Was Chelsea owner Abramovich inspired by the sackings in Russia?

Russia's RT sports anchor Kate Partridge discusses the sudden rash of sackings in the Russian Premier League. 
kate_bg

Russia's RT sports anchor Kate Partridge discusses the sudden rash of sackings in the Russian Premier League.

 

Could Roman Abramovich have been influenced by events at home when he chose to show Roberto di Matteo the door at Chelsea last week?

Y'see, barely a week before Di Matteo's dismissal at Chelsea - and QPR's axing of Mark Hughes - we had two very high-profile sackings of our own in the Russian Premier League, including a father dumping his son!

Alania hosted Volga in a crunch Week 14 basement battle in Vladikavkaz at the beginning of this month. The match was goalless until the 69th minute, when two strikes in six minutes from Aleksei Sapogov and Igor Maksimov handed improving Volga a second win in three games – leaving the home side remained winless in ten, and down to second bottom with half the season gone.

This was the final straw for the League’s youngest coach, Vladimir Gazzaev.

"I want to apologise to our fans for this game, and this defeat,” the 32-year-old said afterwards. “This season, our team has produced some very poor results, for which I fully take the blame.

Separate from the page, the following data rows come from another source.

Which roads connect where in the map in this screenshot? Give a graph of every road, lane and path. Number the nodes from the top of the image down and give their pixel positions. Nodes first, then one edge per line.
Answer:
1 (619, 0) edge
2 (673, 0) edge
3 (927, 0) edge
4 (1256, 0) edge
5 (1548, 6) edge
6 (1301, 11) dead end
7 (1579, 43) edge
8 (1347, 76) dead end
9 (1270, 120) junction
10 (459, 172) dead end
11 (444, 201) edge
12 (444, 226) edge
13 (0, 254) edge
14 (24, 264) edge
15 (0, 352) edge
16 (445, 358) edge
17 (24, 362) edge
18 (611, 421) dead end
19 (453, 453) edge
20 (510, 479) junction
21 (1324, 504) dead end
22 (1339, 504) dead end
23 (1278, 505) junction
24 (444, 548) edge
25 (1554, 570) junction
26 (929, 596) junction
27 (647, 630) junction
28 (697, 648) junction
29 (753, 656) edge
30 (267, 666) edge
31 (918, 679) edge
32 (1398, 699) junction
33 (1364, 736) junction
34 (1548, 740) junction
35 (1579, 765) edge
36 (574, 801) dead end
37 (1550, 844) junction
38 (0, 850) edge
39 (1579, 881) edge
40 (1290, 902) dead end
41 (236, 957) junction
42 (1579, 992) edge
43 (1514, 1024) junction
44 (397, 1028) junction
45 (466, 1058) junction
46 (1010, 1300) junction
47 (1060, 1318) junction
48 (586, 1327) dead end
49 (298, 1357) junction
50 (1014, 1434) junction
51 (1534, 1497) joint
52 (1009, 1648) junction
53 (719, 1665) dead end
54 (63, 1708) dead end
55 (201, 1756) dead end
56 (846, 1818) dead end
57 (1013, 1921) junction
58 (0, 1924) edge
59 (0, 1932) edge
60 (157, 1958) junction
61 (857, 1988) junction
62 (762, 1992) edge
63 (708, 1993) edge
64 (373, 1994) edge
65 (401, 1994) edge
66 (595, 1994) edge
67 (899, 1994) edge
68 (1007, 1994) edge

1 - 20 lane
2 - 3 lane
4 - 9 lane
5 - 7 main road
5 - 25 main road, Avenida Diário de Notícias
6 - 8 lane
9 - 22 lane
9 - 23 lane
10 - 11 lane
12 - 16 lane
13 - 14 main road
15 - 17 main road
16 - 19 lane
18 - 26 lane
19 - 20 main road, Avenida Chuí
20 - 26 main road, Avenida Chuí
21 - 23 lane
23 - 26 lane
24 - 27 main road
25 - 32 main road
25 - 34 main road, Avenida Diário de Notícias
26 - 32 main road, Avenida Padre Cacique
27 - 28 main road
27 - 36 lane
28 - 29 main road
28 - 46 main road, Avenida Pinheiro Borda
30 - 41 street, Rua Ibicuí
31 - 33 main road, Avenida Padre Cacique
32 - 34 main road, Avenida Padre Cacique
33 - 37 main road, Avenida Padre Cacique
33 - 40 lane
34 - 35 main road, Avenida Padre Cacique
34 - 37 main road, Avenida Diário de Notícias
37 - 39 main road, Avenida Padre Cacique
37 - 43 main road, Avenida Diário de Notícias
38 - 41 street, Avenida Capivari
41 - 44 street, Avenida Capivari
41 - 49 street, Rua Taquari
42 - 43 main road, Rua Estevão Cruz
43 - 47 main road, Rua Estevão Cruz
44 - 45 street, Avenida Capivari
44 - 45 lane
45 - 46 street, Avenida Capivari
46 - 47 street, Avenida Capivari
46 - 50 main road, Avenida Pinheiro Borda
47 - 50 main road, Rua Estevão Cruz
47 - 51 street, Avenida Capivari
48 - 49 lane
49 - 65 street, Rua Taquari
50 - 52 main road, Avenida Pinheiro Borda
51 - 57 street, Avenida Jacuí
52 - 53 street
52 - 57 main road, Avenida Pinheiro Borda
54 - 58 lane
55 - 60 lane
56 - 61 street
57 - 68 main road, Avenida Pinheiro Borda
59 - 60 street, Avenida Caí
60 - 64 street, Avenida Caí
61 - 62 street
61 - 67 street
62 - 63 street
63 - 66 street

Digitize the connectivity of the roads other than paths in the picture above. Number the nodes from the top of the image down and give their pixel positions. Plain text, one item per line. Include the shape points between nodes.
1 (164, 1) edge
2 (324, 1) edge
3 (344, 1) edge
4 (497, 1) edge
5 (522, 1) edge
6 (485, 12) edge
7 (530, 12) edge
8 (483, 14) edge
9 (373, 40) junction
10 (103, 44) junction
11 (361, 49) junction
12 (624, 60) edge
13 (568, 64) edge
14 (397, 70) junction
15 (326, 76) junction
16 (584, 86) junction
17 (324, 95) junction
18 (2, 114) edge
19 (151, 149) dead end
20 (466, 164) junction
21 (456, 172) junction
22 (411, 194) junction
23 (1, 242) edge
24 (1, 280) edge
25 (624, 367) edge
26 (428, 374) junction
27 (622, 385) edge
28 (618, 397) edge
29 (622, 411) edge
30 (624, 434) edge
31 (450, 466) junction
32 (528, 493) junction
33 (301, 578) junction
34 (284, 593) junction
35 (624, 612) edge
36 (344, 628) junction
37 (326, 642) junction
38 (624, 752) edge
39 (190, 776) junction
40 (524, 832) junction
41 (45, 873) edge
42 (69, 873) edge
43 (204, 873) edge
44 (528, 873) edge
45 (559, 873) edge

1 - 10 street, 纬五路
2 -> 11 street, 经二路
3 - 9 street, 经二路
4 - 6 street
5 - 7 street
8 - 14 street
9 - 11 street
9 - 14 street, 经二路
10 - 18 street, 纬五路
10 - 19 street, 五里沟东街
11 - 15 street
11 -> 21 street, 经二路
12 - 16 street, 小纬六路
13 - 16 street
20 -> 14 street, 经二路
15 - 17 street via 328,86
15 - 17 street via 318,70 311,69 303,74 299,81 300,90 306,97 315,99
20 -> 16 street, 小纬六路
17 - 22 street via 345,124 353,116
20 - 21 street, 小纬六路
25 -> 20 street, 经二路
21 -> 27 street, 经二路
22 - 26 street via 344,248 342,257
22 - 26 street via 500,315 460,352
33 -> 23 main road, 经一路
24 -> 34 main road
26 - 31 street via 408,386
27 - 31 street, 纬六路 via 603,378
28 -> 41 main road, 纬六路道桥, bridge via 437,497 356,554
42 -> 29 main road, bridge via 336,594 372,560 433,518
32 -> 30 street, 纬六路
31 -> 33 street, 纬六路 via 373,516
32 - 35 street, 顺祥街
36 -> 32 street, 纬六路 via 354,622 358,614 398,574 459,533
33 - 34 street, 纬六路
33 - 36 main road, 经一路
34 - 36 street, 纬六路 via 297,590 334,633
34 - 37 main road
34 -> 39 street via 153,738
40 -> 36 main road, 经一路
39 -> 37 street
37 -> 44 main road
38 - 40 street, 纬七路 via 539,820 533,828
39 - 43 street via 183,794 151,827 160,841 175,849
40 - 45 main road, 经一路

Tomorrow, I’ll definitely come to the club and talk to the president, and I’ll ask him to accept my resignation.”

The president in question is Soviet football legend Valery Gazzaev, and the head coach’s own father, who had already said he would say no.

“Today, we don’t have any other candidates to be head coach and, while there aren’t any, Vladimir Gazzaev will continue to work in this capacity,” said Gazzaev senior.

The following Saturday, Alania lost 2-0 at Dynamo Moscow and president Gazzaev finally allowed his son to stand down, and took up the reins himself.

The 58-year-old is regarded as one of the country’s best coaches. In four years at CSKA, he won the league championship, Russian Cup and Super Cup three times each, as well as leading the first Russian side to a European trophy with UEFA Cup glory in 2005. Gazzaev also steered Alania to their first and so far only championship in 1995.

Such achievements, along with his personal connections, have helped attract big investment into the Vladikavkaz outfit. Gazzaev senior’s return to the bench, while retaining the role of president, is hoped to not only halt the slide towards relegation but also ensure the club’s sponsors continue their financial support.

Despite having a good relationship with Fabio Capello, Guus Hiddink and Dick Advocaat, it’s well known that Gazzaev also thinks a Russian should be in charge of the Russian national team, and is a strong proponent of bringing through young Russian coaches.

To this end, Gazzaev junior has stayed at Alania but moved to a scouting job, with his father believing more experience in the game will make him a better coach.

And while all that was happening at Alania, another high-profile casualty occurred at Krylya Sovetov.

Andrei Kobelev joined Krylya Sovetov in June 2011 and helped the side avoid relegation last season. But the results from this campaign are pretty much the same, and the former midfielder handed in his notice when the team lost their fourth league game in a row, 2-0 at Rubin, to lie 12th in a league of 16.

Kobelev said the first thing he will do now is “relax”, as six months of a tough campaign and last season’s efforts to avoid relegation have left him “tired”. Meanwhile, former Krylya defensive midfielder, Aleksandr Tsygankov, has taken temporary charge of the team.

I do think the massive travel involved in the Russian Premier League can take foreign coaches by surprise.

Aerophobics like Dennis Bergkamp wouldn’t be able to play regularly or coach at all in Russia due to the necessity of flying the large distances between cities in the world’s largest country.

Moscow sides such as Unai Emery’s Spartak and Slaven Bilic’s Lokomotiv are more fortunate because, with four capital sides in the top flight, they have to travel less. However, Anzhi have the opposite issue, as they have to fly the 1,600km (1,000 miles) from their Moscow base to Makhachkala in Dagestan for their home games.

With half the season gone, the cumulative effects of travel fatigue don’t appear to have affected the teams so far. Luciano Spalletti’s Zenit are the only side in St. Petersburg and have to fly for all their away games, and had lost none on the road this season, until last Thursday.

The champions’ run came to an end when they were handed a 3-0 technical defeat by the Russian Football Union, following the abandoned match at the Khimki Arena.

The referee stopped the game after 37 minutes, with Dynamo leading 1-0, after the Moscow side’s goalkeeper Anton Shunin was hit by a flare, which was smuggled into the ground by a female Zenit fan – inside her own body.